Whenever I hear neurologists go on about how "free will" is a lie, I cringe.
I think there is a genuine disconnect between academia related to this topic and the reality of the situation. Academia is hard-set on putting stuff in neat little boxes. While the brain and consciousness simply doesn't works that way.
Like, playing a piano is a conscious act, right? But does the pianist calculate each and every push of a key? No. It happens automatically. But the pianist is aware of the movement, the song, and the act itself, and can stop at any moment they desire. After that, they can consciously push keys individually.
Like everything about humans, consciousness is fluid. It shifts, ascends and descends levels. It might be there for one process before vacating somewhere else right after. It moves constantly, and exists in a spectrum.
There was a stupid study where some idiot tried to measure the existence of free will by reflexive actions and concluded that it didn't existed. Yea, dumb right?
But the real problem is that the other studies are like, a notch above that one. They measure conscious finger movements, instead of reflexive ones. Then they see the neural lag of the cerebellum and the person synching -the slow rise they are talking about- and conclude that free will doesn't exists. I think you are beginning to see the problem.

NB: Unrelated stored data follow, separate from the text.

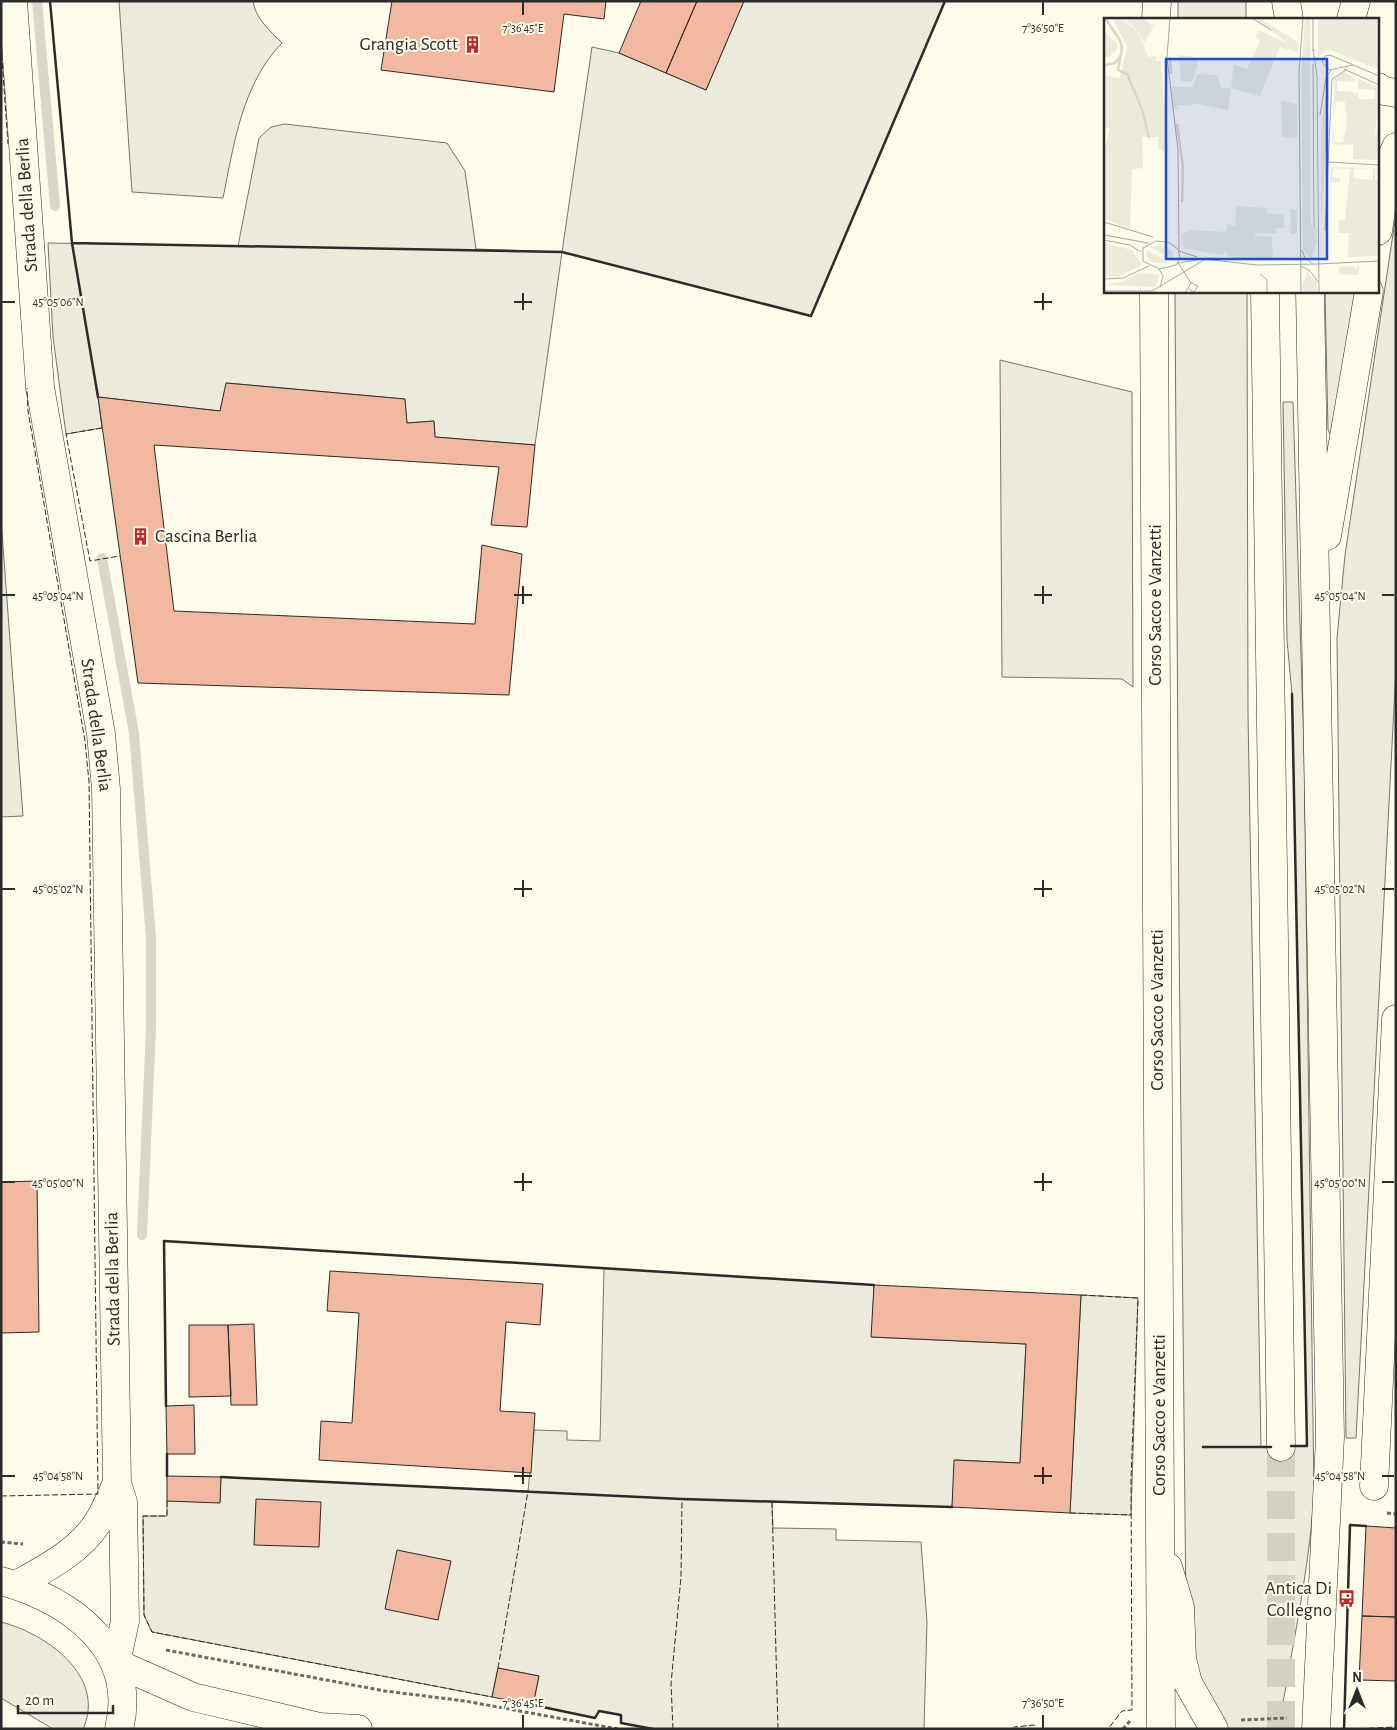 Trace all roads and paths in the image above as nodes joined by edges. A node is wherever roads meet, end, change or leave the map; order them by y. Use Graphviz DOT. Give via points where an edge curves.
graph roads {
  1 [pos="12,1"];
  2 [pos="1157,1"];
  3 [pos="1271,1"];
  4 [pos="1286,1"];
  5 [pos="1356,1"];
  6 [pos="1156,18"];
  7 [pos="1270,18"];
  8 [pos="1289,18"];
  9 [pos="1351,18"];
  10 [pos="1380,88"];
  11 [pos="1396,93"];
  12 [pos="1396,147"];
  13 [pos="1380,217"];
  14 [pos="1154,292"];
  15 [pos="1265,292"];
  16 [pos="1310,292"];
  17 [pos="1369,292"];
  18 [pos="1316,599"];
  19 [pos="1396,1019"];
  20 [pos="1282,1446"];
  21 [pos="117,1483"];
  22 [pos="1374,1486"];
  23 [pos="1160,1540"];
  24 [pos="9,1583"];
  25 [pos="160,1649"];
  26 [pos="116,1663"];
  27 [pos="1130,1721"];
  28 [pos="1316,1723"];
  29 [pos="1211,1725"];
  30 [pos="308,1728"];
  31 [pos="351,1728"];
  32 [pos="119,1729"];
  33 [pos="618,1729"];
  34 [pos="1123,1729"];
  35 [pos="1160,1729"];
  1 -- 21 [label="main road, Strada della Berlia" via="40,387 101,734 106,789"];
  2 -- 6 [label="main road"];
  3 -- 7 [label="main road"];
  4 -- 8 [label="main road"];
  5 -- 9 [label="main road"];
  10 -- 11 [label="main road"];
  12 -- 13 [label="main road" via="1387,168"];
  14 -- 23 [label="main road, Corso Sacco e Vanzetti"];
  15 -- 20 [label="main road"];
  16 -- 18 [label="main road"];
  17 -- 18 [label="main road"];
  18 -- 28 [label="main road" via="1330,1436"];
  19 -- 22 [label="main road"];
  21 -- 24 [label="main road, Strada della Berlia" via="88,1535 50,1566"];
  21 -- 26 [label="main road, Strada della Berlia" via="124,1502 125,1621"];
  23 -- 29 [label="main road" via="1180,1607 1182,1659 1188,1683"];
  23 -- 35 [label="main road, Corso Sacco e Vanzetti"];
  24 -- 26 [label="main road" via="48,1599 76,1618 102,1641"];
  25 -- 33 [label="path"];
  26 -- 30 [label="main road" via="194,1698"];
  26 -- 32 [label="main road" via="123,1693"];
  27 -- 34 [label="path"];
  28 -- 29 [label="path"];
  30 -- 31 [label="main road"];
}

There seems to be a very strong inclination among neurologists to test free will with these very minuscule things that doesn't tell anything about the workings of higher brain functions. Surprise, even a planarian can consciously move when presented with stimuli. It's as if neurologists just don't have actual conscious agency on what they are doing, and that they are trapped in this vicious cycle of conducting inadequate experiments on the nature of will because they don't have free will.
There is also the problem of trying to meaningfully measure a concept that is so nebulous, that no one has a full and satisfactory definition of it.
All things aside, I think it is simply impossible to measure something that is just a non-real concept.